- Born: Rudolph Lewis Teague November 30, 1917 Queens, New York, U.S.
- Died: April 14, 1978 (aged 60) Fayston, Vermont, U.S.
- Known for: Painting
- Movement: Abstract expressionism
- Spouse(s): Mary Abbott (1943–1950, divorce), Virginia Vanderbilt (1950–1978, death)

= Lewis Teague (painter) =

American painter and architect

Rudolph Lewis Teague (November 30, 1917, in Jamaica, New York – April 14, 1978 Fayston, Vermont) was an American painter from the Second Generation New York School.

== Biography ==
Rudolph Lewis Teague was born November 30, 1917, in Jamaica, Queens, New York City, to Cecilia Fehon Teague and Walter Dorwin Teague, their youngest son. He attended P.S. 1 (now known as P.S. 001 Alfred E. Smith) elementary school, then Gow School for Dyslexia and Learning Disabilities (now known as the Gow School) boarding school in Upstate New York as ordered by his father to correct his left-handedness.

Teague married fellow Art Student's League painter, Mary Lee Abbott in 1943, while home on leave from the United States Army, where he served as a gunnery sergeant at a range in New Mexico. Teague left the Army in 1945 at the end of the war, and he and Abbott separated in 1946.

Teague attended Pratt Institute briefly to study architecture but, while in New Mexico on a painting excursion near Taos, instructor Tom Benrimo told the architecture student that he had a "painters eye", and perhaps he should focus on painting, instead. Teague took Benrimo's advice, and returned to the Art Students League of New York, where he met and fell in love with Virginia Vanderbilt, a graduate of U of W and of Seattle, WA. At the Art Students League of New York he found Morris Kantor as a mentor and teacher, and admired Barnet Newman. He rented Arshile Gorky's studio after the artist died in 1948. DeKooning and Rothko were part of the crowd, and later Teague would visit them in the Hamptons with his new wife, Virginia, and daughters Allison and Cecelia.

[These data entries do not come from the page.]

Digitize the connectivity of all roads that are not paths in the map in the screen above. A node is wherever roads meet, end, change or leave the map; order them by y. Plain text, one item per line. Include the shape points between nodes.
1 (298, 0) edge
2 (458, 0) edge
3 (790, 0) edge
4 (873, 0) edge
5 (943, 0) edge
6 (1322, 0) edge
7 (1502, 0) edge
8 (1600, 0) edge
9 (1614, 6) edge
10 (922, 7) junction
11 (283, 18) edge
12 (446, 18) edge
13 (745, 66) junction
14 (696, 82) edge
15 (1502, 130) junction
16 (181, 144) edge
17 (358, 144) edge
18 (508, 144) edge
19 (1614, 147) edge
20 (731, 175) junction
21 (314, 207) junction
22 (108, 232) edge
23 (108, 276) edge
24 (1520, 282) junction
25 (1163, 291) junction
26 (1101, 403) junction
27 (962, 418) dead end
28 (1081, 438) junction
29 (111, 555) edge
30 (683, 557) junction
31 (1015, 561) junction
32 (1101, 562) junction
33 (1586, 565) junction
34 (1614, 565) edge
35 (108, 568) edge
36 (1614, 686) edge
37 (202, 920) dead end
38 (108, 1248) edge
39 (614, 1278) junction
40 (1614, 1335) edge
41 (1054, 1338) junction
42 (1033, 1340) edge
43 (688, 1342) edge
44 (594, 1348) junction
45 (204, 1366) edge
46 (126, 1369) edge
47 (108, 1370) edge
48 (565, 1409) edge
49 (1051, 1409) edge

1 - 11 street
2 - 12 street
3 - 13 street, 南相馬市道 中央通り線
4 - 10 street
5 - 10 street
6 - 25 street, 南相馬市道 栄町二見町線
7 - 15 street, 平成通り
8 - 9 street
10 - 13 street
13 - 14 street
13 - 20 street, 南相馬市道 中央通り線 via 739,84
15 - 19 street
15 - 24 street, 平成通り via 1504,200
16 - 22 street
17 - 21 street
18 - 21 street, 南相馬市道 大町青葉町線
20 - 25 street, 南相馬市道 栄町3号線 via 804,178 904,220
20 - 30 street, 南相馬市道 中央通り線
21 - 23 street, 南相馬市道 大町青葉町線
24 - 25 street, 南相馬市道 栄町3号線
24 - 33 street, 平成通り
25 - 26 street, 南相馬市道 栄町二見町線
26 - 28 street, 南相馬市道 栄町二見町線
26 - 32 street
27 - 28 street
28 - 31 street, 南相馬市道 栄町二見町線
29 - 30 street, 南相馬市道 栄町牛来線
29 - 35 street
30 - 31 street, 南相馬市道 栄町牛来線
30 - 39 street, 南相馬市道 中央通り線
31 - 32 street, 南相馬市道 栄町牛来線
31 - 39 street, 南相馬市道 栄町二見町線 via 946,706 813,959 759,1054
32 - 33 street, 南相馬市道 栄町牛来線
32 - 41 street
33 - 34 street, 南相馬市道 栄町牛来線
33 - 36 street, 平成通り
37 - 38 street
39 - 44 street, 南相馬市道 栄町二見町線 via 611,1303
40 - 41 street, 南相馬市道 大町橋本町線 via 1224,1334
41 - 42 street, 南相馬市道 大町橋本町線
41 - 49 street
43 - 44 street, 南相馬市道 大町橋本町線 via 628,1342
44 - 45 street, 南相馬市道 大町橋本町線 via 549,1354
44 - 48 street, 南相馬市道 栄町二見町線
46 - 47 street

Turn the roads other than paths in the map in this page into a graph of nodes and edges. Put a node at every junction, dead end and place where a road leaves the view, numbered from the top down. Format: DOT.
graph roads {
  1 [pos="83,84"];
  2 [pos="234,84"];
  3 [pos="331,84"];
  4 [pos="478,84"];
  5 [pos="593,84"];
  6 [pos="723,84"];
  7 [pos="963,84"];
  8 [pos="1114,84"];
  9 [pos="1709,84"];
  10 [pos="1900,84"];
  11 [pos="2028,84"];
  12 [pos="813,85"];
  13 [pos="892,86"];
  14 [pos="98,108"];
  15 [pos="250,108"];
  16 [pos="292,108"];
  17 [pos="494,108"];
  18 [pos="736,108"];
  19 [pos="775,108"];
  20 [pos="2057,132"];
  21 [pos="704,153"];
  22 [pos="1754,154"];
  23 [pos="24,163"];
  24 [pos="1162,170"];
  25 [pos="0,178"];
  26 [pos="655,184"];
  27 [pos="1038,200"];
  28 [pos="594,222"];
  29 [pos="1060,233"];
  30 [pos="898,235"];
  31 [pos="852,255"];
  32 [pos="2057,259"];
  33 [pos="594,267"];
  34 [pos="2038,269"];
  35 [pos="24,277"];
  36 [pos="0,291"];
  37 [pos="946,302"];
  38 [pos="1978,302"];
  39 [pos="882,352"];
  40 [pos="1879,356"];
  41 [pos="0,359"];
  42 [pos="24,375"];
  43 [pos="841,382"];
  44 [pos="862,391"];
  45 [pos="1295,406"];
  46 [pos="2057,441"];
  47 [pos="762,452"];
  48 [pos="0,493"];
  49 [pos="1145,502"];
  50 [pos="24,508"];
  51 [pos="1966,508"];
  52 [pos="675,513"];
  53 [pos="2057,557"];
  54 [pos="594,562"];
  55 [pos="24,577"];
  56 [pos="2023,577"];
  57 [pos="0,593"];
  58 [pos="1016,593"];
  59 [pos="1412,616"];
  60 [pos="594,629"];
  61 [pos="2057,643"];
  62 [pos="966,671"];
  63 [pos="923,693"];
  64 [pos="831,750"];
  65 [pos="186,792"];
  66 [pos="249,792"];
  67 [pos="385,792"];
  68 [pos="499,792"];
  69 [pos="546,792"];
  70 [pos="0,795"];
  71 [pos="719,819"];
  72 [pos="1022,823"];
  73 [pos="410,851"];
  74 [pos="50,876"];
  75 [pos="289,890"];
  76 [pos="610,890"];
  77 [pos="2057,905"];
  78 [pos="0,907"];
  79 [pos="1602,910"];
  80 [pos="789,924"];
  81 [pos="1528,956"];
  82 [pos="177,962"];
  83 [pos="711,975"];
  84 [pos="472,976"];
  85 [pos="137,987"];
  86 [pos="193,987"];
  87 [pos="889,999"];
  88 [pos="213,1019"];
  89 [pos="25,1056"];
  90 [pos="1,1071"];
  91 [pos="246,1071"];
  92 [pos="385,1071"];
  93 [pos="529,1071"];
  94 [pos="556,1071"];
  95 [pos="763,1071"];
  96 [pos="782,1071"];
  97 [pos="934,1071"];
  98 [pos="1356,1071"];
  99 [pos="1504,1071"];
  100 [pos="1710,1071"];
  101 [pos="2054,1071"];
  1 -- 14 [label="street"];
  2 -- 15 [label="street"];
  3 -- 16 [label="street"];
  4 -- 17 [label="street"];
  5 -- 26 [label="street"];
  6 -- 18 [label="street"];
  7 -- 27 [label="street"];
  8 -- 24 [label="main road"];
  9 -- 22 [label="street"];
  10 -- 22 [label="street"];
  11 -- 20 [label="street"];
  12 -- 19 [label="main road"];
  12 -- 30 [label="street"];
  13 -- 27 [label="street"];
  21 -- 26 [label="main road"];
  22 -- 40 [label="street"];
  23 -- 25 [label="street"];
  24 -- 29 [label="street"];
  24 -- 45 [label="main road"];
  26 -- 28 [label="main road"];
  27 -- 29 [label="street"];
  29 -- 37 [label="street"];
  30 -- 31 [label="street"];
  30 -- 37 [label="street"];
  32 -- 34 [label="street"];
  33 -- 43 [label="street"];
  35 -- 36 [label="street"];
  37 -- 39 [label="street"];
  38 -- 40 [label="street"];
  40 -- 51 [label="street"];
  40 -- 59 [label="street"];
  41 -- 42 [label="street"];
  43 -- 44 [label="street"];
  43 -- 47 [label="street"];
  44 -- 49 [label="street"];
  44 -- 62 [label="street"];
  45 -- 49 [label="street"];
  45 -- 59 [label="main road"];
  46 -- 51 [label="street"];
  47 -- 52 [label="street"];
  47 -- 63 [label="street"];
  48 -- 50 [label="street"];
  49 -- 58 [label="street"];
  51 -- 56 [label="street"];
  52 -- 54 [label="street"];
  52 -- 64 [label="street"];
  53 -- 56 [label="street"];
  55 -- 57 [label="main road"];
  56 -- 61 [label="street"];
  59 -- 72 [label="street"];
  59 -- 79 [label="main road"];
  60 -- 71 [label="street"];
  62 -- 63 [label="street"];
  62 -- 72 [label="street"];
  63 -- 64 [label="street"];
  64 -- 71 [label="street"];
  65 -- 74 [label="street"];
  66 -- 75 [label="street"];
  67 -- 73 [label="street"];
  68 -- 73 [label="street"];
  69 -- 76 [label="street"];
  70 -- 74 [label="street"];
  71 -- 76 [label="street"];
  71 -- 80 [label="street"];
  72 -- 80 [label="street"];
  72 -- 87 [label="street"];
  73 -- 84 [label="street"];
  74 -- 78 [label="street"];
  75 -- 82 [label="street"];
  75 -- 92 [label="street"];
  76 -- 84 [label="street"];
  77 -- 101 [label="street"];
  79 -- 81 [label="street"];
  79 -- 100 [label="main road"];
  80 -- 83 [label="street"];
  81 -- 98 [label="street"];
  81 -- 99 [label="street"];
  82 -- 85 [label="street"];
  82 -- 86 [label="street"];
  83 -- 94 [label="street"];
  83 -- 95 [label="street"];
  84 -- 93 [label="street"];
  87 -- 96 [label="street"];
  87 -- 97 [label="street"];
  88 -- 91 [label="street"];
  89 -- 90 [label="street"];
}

In 1948, Teague contracted polio affecting his thigh and stomach muscles, as well as losing the use of his left arm, his painting hand. Following a long recovery from which he was not expected to survive let alone learn to walk again, he and Mary Abbott finalized their divorced early in 1950, and he and Virginia Vanderbilt were married in May 1950. Learning to walk following the serious bout with polio, Teague and his wife left New York City and moved to Norwich, Vermont, in 1954. Together they raised four children, Allison, Cecelia, John and Joshua, in Vermont. Teague relearned to paint and draw again in his studio in Norwich, this time using his right hand.

In 1959, Teague was photographed by Hanson Carroll for Life magazine.

He delivered a body of work that was shown at the New York World's Fair in the Gas Pavilion restaurant in 1960, at the Port Authority in 1964, and through the Bermuda Society of Arts in Bermuda, with Henry Moore in 1965.

== Death and legacy ==
Teague died in 1978.

Numerous shows in Vermont and New York City punctuated his career - however he had a reclusive lifestyle and did not show his work as much as other artists. A show was held posthumously in 1983 at the Unicorn Gallery in Aspen, Colorado, examples from several hundred paintings, and over 500 drawings left as his legacy. The exhibition was purchased by a single Texas collector. It is unknown what happened to these, some 22, paintings which include some of Teague's most definitive pieces of abstract expressionist and color field paintings. Teague leaves a remaining legacy of paintings and drawings that have essentially not seen the light of day since his death.